A quick check on the net indicates a decline of prices on Natural Gas. I copied the following which indicates high inventory and lower demand based on mild weather:
Other Market Trends:
EIA Updates Its Residential Price Brochure: The Energy information Administration (EIA) has released the 2006 update of the brochure entitled Residential Natural Gas Prices: What Consumers Should Know. This brochure provides basic information to residential consumers concerning natural gas supplies and prices. It explains the factors that influence natural gas prices, summarizes EIA's projections for the coming heating season, and suggests ways for consumers to save on their natural gas bills. EIA projects that the cost of natural gas at the wellhead (commodity cost) will comprise 60 percent of the residential price this winter, because of market conditions that include weak natural gas production response despite increased drilling levels, declining net imports, high demand, and high crude oil prices. For the heating season of 2006-2007, EIA estimates that homeowners will pay about $1.07 per therm, or about $11.01 per thousand cubic feet (Mcf), for natural gas. The nearly 18 percent decrease in price, coupled with an expected increase in consumption of about 4 percent, assuming normal weather, would result in a decrease of about 14 percent in total expenditure for gas by households.
EIA Reports on Technology-Based Oil and Natural Gas Plays: The Energy Information Administration released a report on November 8, 2006, about the Bakken Formation of the Williston Basin, located in the north central United States, underlying North Dakota, eastern Montana, northwestern South Dakota, and into southern Canada. The report describes how production and reserves in the Bakken Formation, which was previously considered uneconomic, have greatly increased in recent years from using technology to convert unconventional resources into reserves. Oil and natural gas operators utilized detailed geologic data and new drilling and completion technology to achieve this success. Although the report mainly focuses on crude oil data, natural gas also has been produced in the Williston Basin for decades and the technology-based trends may also have large implications for natural gas. Montana reported that the Elm Coulee Field in the Bakken Formation doubled its oil production for the third year in a row in 2005 to 15 million barrels. Furthermore, between 1999 and 2005, crude oil proved reserves increased by 106 percent in Montana and 59 percent in North Dakota. In addition to production and reserve data, the report also provides information on the history, geology, and resources in the Williston Basin, and it describes several of the new technologies used there. The report is the first in a series intending to share information about technology-based oil and natural gas plays.
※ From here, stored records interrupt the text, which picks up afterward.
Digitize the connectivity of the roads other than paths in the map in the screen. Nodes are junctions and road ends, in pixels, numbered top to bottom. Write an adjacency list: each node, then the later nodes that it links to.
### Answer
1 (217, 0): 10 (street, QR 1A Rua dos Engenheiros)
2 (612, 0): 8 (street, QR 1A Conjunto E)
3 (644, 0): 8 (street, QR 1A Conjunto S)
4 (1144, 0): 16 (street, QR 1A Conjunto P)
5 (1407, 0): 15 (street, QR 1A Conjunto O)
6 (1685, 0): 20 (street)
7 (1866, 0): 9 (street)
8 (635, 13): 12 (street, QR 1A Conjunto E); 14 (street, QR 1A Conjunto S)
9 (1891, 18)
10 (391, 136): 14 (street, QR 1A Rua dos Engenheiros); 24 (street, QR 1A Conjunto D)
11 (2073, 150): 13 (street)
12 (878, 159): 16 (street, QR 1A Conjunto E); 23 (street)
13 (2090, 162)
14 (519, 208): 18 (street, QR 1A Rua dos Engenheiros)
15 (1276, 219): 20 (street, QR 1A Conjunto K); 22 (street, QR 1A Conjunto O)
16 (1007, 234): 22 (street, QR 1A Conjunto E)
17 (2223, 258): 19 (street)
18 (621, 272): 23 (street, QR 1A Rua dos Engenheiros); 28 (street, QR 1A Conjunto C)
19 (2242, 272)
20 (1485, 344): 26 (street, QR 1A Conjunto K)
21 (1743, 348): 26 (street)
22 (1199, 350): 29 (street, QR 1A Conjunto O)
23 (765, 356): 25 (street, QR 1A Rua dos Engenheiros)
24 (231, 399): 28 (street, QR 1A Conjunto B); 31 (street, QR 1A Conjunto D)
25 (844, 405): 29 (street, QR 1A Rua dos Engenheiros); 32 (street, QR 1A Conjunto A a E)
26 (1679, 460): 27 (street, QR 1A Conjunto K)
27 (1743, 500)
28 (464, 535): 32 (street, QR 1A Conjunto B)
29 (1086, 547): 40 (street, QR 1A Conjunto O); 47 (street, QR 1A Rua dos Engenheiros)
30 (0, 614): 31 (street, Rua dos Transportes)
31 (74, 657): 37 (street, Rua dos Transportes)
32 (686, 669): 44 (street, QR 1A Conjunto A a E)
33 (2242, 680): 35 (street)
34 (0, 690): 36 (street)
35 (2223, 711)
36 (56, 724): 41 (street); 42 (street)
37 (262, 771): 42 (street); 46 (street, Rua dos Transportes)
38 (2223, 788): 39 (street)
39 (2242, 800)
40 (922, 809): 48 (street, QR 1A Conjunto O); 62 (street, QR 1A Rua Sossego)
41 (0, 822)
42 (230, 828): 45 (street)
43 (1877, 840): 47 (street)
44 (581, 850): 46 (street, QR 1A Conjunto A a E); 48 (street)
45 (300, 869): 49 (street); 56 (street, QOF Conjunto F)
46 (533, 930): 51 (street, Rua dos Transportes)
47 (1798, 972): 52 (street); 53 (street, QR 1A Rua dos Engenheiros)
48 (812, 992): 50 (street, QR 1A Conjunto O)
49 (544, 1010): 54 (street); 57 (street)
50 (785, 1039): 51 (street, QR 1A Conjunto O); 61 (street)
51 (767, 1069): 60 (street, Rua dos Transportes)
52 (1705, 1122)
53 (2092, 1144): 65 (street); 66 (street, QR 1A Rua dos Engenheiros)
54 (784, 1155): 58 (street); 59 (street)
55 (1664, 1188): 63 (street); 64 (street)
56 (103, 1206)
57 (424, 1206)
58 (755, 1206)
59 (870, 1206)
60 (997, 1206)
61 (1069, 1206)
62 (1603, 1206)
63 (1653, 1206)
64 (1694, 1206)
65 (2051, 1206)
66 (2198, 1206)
Natural Gas Transportation Update:
· El Paso Corporation’s Wyoming Interstate Gas Company declared a force majeure following a rupture on its pipeline system on Saturday, November 11, about 10 miles south-southwest of Cheyenne, WY. The rupture, which also caused supply backups on the Colorado Interstate Gas System, shut-in about 770 MMcf per day of gas production flowing to the Cheyenne Hub. El Paso said that owing to welding delays during the repair, it had to curtail all mainline volumes to zero through Wednesday, November 15, but expected to accept full nominations on Thursday.
· Pacific Gas and Electric Company declared a high-inventory systemwide operational flow order (OFO) from Thursday, November 9 through Saturday, November 11. Another high-inventory OFO was announced for Wednesday, November 15. During both periods, the OFO carried a 5-percent tolerance level with penalties at $1 per Decatherm.
· Starting on Thursday, November 9, Tennessee Gas Pipeline Company said it would accept nomination for interruptible storage injections across the system. The company also announced it is experiencing high linepack in the Texas area and does not have the ability to compensate for over-deliveries into the system, or for system users who take less than planned from the system.